Thursday, October 20, 2011

Conversation with an ATR

We had an ATR teacher in our school for the first month, and I liked him. I chatted with him in the teachers' room and thought that he would be a a good fit for our school in the long run, and I hoped that the administration was considering him for something permanent. That was before the so-called "deal" with the ATRs that allowed them to be shuffled around on a daily basis. So now we have a revolving door of ATR teachers. I talked to this week's ATR on Tuesday.

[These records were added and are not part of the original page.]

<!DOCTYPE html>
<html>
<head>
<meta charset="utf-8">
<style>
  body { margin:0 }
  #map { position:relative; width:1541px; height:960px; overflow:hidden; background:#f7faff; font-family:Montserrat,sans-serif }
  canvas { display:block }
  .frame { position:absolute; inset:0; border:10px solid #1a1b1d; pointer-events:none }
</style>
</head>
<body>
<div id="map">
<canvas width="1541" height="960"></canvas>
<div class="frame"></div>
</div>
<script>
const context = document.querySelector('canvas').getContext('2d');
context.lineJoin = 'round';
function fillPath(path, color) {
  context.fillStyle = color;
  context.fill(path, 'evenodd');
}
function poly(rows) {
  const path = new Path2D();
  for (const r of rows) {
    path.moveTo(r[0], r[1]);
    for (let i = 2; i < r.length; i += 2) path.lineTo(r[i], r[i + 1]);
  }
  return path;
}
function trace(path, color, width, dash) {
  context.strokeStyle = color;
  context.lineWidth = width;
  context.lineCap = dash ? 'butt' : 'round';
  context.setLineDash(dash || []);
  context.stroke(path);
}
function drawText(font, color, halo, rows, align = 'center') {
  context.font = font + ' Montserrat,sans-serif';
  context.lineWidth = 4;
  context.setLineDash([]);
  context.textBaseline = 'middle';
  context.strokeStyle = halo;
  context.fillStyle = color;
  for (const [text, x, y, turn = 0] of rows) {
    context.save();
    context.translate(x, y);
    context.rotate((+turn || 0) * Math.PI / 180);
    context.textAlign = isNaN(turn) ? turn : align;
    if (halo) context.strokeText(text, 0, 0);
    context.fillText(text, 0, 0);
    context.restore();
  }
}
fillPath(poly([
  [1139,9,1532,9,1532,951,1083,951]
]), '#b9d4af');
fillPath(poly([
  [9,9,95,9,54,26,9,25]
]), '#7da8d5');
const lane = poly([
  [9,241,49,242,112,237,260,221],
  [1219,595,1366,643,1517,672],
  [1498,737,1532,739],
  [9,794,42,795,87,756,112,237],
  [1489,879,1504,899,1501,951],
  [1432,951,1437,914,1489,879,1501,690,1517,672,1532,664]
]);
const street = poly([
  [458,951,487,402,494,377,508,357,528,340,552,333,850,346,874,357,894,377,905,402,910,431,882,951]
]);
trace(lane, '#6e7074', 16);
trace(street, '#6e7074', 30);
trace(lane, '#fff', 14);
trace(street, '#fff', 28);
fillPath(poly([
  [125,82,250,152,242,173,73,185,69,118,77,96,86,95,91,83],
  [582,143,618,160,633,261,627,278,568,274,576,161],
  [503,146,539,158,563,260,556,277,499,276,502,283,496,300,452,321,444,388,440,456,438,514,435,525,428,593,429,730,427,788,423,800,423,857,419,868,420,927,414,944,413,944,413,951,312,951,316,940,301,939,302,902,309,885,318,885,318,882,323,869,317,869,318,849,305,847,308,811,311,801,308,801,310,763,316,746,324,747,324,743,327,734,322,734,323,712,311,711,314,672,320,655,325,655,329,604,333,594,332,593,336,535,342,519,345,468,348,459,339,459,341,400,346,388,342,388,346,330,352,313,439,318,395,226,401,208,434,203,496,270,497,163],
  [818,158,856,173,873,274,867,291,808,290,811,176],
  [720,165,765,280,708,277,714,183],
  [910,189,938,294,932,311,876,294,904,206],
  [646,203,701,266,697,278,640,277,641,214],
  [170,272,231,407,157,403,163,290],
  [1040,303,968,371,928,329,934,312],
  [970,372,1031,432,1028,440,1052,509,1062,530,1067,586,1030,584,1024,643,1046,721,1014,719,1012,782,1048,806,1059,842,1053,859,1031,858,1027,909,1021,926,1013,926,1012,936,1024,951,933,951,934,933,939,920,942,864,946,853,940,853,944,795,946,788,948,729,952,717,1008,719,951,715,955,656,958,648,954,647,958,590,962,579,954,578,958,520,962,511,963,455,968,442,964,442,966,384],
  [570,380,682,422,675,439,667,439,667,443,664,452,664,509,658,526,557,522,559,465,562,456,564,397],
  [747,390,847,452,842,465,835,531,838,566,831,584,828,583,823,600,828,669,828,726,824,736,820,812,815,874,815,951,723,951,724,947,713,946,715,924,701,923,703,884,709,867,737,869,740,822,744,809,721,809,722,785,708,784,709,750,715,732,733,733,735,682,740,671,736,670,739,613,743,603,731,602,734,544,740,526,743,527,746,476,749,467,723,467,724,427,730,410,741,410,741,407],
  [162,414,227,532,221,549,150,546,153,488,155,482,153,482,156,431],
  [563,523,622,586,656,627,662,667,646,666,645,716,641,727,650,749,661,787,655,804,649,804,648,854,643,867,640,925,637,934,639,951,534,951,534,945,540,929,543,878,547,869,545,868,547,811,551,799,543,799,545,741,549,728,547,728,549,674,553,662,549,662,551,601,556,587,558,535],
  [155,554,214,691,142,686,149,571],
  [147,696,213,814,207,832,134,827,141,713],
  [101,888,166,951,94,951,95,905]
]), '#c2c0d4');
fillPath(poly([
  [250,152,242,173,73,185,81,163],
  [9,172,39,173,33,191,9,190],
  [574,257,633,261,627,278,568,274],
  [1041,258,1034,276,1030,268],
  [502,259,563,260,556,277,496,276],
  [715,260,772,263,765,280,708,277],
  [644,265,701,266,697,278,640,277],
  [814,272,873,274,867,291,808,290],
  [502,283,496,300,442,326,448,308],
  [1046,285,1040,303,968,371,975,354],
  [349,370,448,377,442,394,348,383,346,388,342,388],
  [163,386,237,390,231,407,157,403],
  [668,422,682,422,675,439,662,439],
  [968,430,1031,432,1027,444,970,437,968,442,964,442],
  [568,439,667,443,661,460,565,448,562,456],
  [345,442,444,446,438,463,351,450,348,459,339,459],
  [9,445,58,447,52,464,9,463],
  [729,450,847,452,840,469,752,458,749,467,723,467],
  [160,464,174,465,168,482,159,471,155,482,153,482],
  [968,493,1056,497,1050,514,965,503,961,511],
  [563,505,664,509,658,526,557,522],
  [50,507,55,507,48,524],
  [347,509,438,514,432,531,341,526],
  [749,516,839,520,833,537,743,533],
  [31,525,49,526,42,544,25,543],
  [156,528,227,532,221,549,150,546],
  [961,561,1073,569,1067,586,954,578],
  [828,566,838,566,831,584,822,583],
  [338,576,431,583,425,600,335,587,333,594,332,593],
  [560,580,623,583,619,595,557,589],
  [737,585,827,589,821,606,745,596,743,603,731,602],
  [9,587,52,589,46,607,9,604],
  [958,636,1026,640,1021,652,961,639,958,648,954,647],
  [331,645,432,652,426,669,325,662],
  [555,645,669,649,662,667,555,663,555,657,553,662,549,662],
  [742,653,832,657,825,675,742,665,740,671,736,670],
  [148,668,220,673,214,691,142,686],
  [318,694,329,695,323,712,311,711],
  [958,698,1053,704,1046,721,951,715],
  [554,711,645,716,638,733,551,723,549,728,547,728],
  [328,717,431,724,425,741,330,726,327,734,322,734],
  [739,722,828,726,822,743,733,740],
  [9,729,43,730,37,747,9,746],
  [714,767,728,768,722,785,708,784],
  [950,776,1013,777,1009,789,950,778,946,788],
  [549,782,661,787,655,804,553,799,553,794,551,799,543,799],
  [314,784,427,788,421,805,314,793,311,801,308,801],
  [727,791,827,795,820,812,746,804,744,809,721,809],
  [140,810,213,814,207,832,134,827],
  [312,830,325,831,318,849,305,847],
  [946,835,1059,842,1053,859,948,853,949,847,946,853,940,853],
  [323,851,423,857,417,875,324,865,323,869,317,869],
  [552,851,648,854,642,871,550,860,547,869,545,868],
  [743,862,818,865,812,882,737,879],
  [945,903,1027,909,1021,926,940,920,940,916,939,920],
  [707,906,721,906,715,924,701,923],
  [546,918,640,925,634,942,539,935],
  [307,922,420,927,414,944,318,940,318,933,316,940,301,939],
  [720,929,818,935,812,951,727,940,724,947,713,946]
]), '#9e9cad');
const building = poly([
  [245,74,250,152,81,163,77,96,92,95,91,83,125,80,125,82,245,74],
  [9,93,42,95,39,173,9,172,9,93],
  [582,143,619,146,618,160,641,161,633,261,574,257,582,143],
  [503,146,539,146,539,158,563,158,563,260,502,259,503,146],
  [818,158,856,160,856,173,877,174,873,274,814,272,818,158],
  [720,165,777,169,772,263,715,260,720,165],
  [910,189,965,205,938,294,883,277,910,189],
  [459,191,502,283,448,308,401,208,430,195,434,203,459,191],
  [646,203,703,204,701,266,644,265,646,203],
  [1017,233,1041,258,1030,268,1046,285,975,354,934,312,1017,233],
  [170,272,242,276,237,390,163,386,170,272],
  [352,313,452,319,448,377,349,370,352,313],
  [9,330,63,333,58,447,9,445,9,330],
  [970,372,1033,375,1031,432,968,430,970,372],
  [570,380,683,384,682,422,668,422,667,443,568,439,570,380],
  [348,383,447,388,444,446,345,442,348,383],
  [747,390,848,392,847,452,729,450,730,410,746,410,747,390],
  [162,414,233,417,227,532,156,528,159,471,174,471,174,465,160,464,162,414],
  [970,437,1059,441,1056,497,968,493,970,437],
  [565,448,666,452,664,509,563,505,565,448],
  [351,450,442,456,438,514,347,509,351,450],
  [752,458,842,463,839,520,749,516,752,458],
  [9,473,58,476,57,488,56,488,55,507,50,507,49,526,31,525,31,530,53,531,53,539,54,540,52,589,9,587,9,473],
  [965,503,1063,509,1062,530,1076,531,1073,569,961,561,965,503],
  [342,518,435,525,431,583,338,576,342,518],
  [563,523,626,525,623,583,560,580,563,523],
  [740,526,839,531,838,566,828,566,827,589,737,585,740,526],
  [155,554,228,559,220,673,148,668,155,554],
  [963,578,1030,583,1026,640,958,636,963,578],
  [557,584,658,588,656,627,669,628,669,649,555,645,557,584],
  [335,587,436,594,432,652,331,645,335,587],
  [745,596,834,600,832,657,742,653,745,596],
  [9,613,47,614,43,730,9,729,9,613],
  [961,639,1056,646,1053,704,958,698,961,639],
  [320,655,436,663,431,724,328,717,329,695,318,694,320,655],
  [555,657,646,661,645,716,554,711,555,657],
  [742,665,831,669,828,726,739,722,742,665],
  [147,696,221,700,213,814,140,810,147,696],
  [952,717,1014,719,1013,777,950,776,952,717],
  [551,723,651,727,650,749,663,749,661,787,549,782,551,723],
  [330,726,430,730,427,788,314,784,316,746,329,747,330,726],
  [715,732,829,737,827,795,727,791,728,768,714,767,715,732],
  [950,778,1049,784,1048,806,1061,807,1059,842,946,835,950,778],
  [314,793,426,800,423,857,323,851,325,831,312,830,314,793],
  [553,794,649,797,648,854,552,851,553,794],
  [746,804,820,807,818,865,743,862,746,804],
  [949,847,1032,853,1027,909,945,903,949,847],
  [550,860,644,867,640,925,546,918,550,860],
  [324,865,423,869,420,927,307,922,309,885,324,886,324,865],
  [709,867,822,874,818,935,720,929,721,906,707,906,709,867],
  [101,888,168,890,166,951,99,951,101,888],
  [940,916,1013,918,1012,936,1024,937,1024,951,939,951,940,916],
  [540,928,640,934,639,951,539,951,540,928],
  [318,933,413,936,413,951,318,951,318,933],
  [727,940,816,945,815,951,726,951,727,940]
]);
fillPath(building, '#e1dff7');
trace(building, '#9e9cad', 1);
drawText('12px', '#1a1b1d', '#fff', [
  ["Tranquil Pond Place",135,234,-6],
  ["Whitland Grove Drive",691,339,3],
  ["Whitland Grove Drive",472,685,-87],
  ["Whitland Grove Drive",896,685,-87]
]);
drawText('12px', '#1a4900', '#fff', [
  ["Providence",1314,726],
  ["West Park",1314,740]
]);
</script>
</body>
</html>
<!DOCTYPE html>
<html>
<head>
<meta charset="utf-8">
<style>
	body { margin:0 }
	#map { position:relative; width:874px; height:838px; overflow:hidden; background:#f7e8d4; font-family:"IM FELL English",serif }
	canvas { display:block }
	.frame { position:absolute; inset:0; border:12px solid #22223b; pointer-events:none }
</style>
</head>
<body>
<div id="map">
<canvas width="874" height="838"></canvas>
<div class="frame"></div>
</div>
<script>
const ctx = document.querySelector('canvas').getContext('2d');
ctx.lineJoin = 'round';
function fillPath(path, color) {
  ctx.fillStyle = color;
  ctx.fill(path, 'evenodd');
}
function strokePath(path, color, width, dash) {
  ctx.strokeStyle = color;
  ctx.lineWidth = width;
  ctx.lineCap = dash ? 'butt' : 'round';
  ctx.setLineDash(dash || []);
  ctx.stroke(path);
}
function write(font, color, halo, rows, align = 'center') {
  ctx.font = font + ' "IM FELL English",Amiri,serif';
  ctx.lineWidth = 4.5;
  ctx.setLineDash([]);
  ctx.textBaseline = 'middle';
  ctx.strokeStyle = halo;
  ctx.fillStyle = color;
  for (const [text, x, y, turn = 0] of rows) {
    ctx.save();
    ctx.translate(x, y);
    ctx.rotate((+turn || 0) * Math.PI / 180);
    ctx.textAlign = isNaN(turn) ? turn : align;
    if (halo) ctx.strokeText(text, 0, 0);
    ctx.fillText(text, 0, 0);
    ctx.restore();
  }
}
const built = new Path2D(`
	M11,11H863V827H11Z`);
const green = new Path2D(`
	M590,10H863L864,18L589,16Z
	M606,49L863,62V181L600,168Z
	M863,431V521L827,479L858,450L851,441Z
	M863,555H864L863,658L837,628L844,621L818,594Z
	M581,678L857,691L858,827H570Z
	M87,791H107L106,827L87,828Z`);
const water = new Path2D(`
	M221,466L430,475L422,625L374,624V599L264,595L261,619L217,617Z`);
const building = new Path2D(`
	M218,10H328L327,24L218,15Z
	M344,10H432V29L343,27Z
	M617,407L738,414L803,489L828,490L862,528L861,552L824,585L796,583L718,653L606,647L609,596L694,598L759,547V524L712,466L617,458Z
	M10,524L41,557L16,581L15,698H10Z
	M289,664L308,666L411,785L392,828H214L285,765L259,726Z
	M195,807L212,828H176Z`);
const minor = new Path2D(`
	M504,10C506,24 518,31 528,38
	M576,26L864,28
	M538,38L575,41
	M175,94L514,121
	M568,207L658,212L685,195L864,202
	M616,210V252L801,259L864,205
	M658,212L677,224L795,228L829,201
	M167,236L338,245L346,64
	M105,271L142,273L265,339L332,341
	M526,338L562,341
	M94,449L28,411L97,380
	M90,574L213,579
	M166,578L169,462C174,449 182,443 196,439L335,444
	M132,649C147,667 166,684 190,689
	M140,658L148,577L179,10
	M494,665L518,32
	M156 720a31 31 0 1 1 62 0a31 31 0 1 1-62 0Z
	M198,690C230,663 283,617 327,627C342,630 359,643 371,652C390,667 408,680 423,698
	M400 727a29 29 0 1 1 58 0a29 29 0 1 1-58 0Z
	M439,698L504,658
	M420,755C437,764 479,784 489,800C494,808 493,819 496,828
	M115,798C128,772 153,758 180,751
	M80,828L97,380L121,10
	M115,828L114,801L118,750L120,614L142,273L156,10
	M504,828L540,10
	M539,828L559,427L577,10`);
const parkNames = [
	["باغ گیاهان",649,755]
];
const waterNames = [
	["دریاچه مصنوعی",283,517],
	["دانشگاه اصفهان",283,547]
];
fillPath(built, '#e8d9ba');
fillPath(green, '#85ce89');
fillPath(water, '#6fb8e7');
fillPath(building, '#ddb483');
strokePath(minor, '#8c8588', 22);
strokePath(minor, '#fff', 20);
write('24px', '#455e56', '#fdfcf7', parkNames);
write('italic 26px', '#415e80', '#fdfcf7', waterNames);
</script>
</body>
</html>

As it turns out, this gentleman taught at my school a number of years ago and was displaced, I think, somewhere along the break-down-a-large-troubled-school-into-small-schools thing that was a thing a few years ago. He was frank in admitting that it was hard for him to walk the halls of his old school, see someone else teaching in his old classroom, and know that he'd be kicked out again Monday morning to be sent off somewhere else. So on one level, the new ATR system is painful and inconvenient for the teachers themselves, and disruptive to individual schools.

On a more global level, the ATRs' situation is complicated, and I don't mean to pretend that I know how I'd solve it, but there's got to be a better solution than this. I'm skeptical of the idea that wide swaths of the ATRs were mediocre teachers who got pushed out for bright-eyed young superstars from TfA and the Teaching Fellows; after all, there are very few brand-new teachers who are good enough right out of the gate to be better than a veteran teacher. That leaves us with the other explanation: the ATRs got to be too expensive and are being pushed out, the DOE knowing there's no case to fire them, to make room for younger and cheaper teachers.

Which brings me to my last point about this: Many of the younger teachers like myself are merrily accumulating their 30+ credits and funding their TDAs and buying homes. In a few years that aren't that far away in the grand scheme of things, we will be just as expensive as the ATRs are now. Soon we might be painted as mediocre and burned-out. And then what?